Salvini e la citofonata al Pilastro di Bologna. Per il Giudice non ci fu nessuna diffamazione e si procederà verso l’archiviazione
Chiesta l’archiviazione nei confronti di Matteo Salvini per il reato di diffamazione aggravata, (in concorso con altra persona), per la “citofonata”…

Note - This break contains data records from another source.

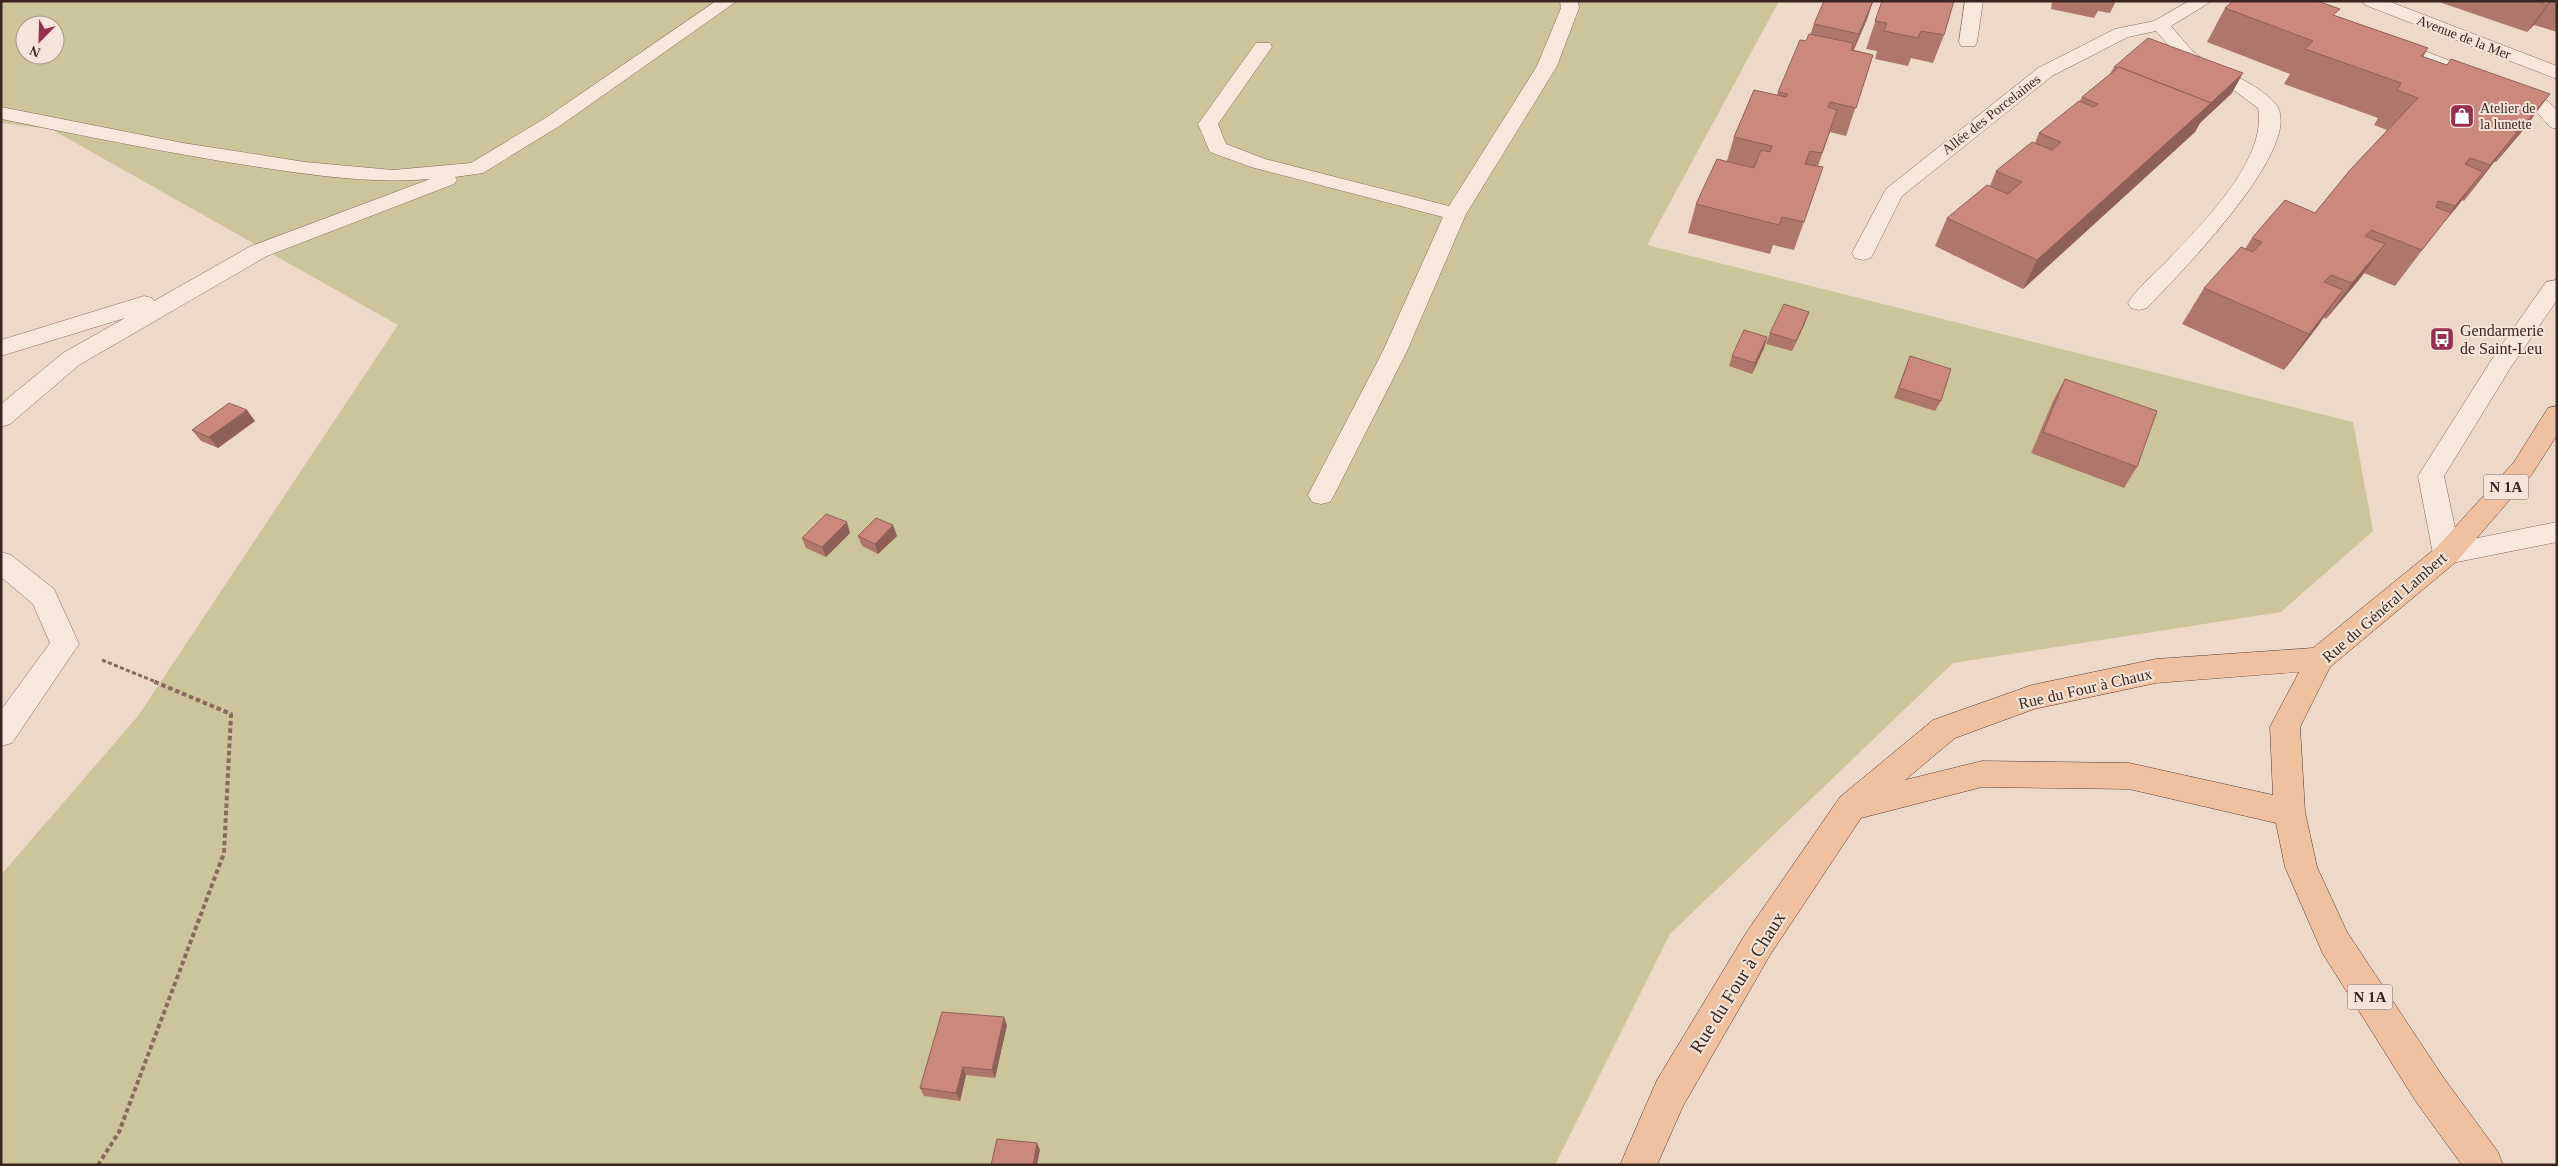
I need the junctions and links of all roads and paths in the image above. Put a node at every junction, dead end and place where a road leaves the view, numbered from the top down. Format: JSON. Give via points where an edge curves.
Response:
{"nodes":[{"id":1,"x":728,"y":1,"type":"edge"},
{"id":2,"x":1569,"y":1,"type":"edge"},
{"id":3,"x":1974,"y":1,"type":"edge"},
{"id":4,"x":2203,"y":1,"type":"edge"},
{"id":5,"x":2371,"y":1,"type":"edge"},
{"id":6,"x":2392,"y":1,"type":"edge"},
{"id":7,"x":2160,"y":25,"type":"junction"},
{"id":8,"x":2374,"y":38,"type":"edge"},
{"id":9,"x":1968,"y":42,"type":"dead end"},
{"id":10,"x":1263,"y":47,"type":"dead end"},
{"id":11,"x":2557,"y":64,"type":"edge"},
{"id":12,"x":2557,"y":72,"type":"edge"},
{"id":13,"x":1,"y":114,"type":"edge"},
{"id":14,"x":2557,"y":123,"type":"edge"},
{"id":15,"x":476,"y":169,"type":"junction"},
{"id":16,"x":1455,"y":214,"type":"junction"},
{"id":17,"x":260,"y":251,"type":"junction"},
{"id":18,"x":1863,"y":253,"type":"dead end"},
{"id":19,"x":2557,"y":287,"type":"edge"},
{"id":20,"x":2139,"y":303,"type":"dead end"},
{"id":21,"x":1,"y":348,"type":"edge"},
{"id":22,"x":2557,"y":414,"type":"edge"},
{"id":23,"x":1,"y":418,"type":"edge"},
{"id":24,"x":1322,"y":495,"type":"dead end"},
{"id":25,"x":2557,"y":532,"type":"edge"},
{"id":26,"x":2447,"y":554,"type":"junction"},
{"id":27,"x":1,"y":562,"type":"edge"},
{"id":28,"x":65,"y":644,"type":"junction"},
{"id":29,"x":2320,"y":659,"type":"junction"},
{"id":30,"x":1,"y":734,"type":"edge"},
{"id":31,"x":1852,"y":807,"type":"junction"},
{"id":32,"x":2289,"y":812,"type":"junction"},
{"id":33,"x":98,"y":1165,"type":"edge"},
{"id":34,"x":1638,"y":1165,"type":"edge"},
{"id":35,"x":2485,"y":1165,"type":"edge"}],
"edges":[{"from":1,"to":15,"type":"street","via":[[554,121]]},
{"from":2,"to":16,"type":"street","via":[[1570,8],[1547,66]]},
{"from":3,"to":9,"type":"street"},
{"from":4,"to":7,"type":"street","name":"Allée des Porcelaines"},
{"from":5,"to":12,"type":"street","name":"Avenue de la Mer"},
{"from":6,"to":11,"type":"street","name":"Avenue de la Mer"},
{"from":7,"to":18,"type":"street","name":"Allée des Porcelaines","via":[[2122,33],[2045,72],[1893,193]]},
{"from":7,"to":20,"type":"street","via":[[2192,60],[2242,87],[2267,106],[2270,124],[2261,154],[2223,211]]},
{"from":8,"to":14,"type":"street","via":[[2541,105]]},
{"from":10,"to":16,"type":"street","via":[[1208,124],[1217,148],[1258,163]]},
{"from":13,"to":15,"type":"street","via":[[183,149],[305,168],[393,176]]},
{"from":15,"to":17,"type":"street"},
{"from":16,"to":24,"type":"street","via":[[1395,351]]},
{"from":17,"to":21,"type":"street","via":[[129,309]]},
{"from":17,"to":23,"type":"street","via":[[71,359]]},
{"from":19,"to":26,"type":"street","via":[[2502,362],[2431,476]]},
{"from":22,"to":26,"type":"main road","name":"Rue du Général Lambert","number":"N 1A","via":[[2523,468]]},
{"from":25,"to":26,"type":"street"},
{"from":26,"to":29,"type":"main road","name":"Rue du Général Lambert","number":"N 1A"},
{"from":27,"to":28,"type":"street","via":[[44,598]]},
{"from":28,"to":30,"type":"street"},
{"from":28,"to":33,"type":"path","via":[[230,714],[224,852],[119,1132]]},
{"from":29,"to":31,"type":"main road","name":"Rue du Four à Chaux","via":[[2156,671],[2032,697],[1944,729]]},
{"from":29,"to":32,"type":"main road","name":"Rue du Général Lambert","number":"N 1A","via":[[2285,727]]},
{"from":31,"to":32,"type":"main road","via":[[1982,774],[2129,776]]},
{"from":31,"to":34,"type":"main road","name":"Rue du Four à Chaux","via":[[1758,944],[1670,1093]]},
{"from":32,"to":35,"type":"main road","name":"Rue du Général Lambert","number":"N 1A","via":[[2301,868],[2335,943],[2430,1090]]}]}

Chiesta l’archiviazione nei confronti di Matteo Salvini per il reato di diffamazione aggravata, (in concorso con altra persona), per la “citofonata” eseguita durante il periodo della campagna elettorale delle Regionali in Emilia Romagna, a una famiglia abitante in un edificio del quartiere Pilastro. Come si ricorderà Salvini aveva pigiato il pulsante di un interno sul citofono avviando poi una conversazione con chi aveva risposto.
Ebbene a parere del magistrato a cui è stata affidata l’indagine, valutati gli atti e contestualizzato il fatto, avvenuto nel pieno dellacampagna elettorale in gran parte incentrata sui temi della sicurezza nel quartiere, non sussistono elementi di prova sufficienti a sostenere l’accusa in giudizio. A querelare il presidente della Lega erano stati i componenti della famiglia a cui Salvini aveva citofonato ed esattamente Fauzi Labidi, Yassin Faouzi Labidi e Caterina Razza.
L’episodio risalente al 21 gennaio 2020, allorché Anna Rita Biagini , residente nel quartiere Pilastro, in via Deledda 18, era stata contattata via Whatsapp dal maresciallo dei carabinieri Piergiorgio Madonno, chiedendole se avesse potuto accompagnare Matteo Salvini a visitare il quartiere. La donna conosceva il maresciallo per aver prodotto tante segnalazioni di danni ai beni comnuni e di spaccio di droga. Intorno alle 19 edi quel giorno il girovagare del leader e della pensionata era stato poi seguito in diretta da giornalisti e teleoperatori sino a cogliere la famosa premuta del pulsante citofonico e la conseguente sequela di frasi intercorse.
Nell’ordinanza di richiesta di archiviazione il pubblico ministero riportata integralmente il dialogo intercorso durante la citofonata.
Dopo aver chiesto educatamente di poter entrare nella loro casa al rifiuto e alla domanda perchè, Salvini risponde ” No.. perchè ci hanno segnalato una cosa sgradevole e vorrei che lei la smentisse… ci hanno detto che da lei parte….una parte dello spaccio della droga qua in quartiere” … E ancora “Ce l’hanno detto dei cittadini …. è una cosa giusta o sbagliata? Ha attaccato… E’ questo qua? E’ Tunisino?” chiede ancora il leader della Lega. Al citofono si alternano due voci maschili diverse, prima il figlio e poi il padre: ” Volevo entrare da lei” insiste Salvini ” A fare cosa replica l’uomo?” ” Ma no – replica Salvini- voglio riabilitare il buon nome della sua famiglia … c’è qualcuno che dice che lei e suo figlio spacciate”.
La conversazione si interrompe bruscamente con Salvini che dice allontanandosi “Va beh, segnaliamo”..
LIl P.M. non ha dubbi: “L’episodio in esame si colloca dunque in questo contesto e le condotte tenute portano con sè questo obiettivo: la critica alla precedente amministrazione in un momento in cui le amministrazioni devono essere rinnovate”.
“Una causa di giustificazione – prosegue il magistrato – che nel caso in specie non pare possa escludersi, ricorrendo in fondo le tre caratteristiche tipicamente richieste: una sostanziale verità del fatto narrato (quantomeno dal punto di vista soggettivo sulla base degli elementi a disposizione), un interesse pubblico alla conoscenza e alla diffusione dell’informazione (quantomeno nei suoi termini astratti così come emersi) e il ricorso comunque ad un linguaggio entro i termini della convenienza”.
Sulla richiesta di archiviazione, i querelanti hanno proposto opposizione e ora toccherà attende il parere del Gip di Bologna che con tutta probabilità chiuderà la querela con un “non doversi procedere”.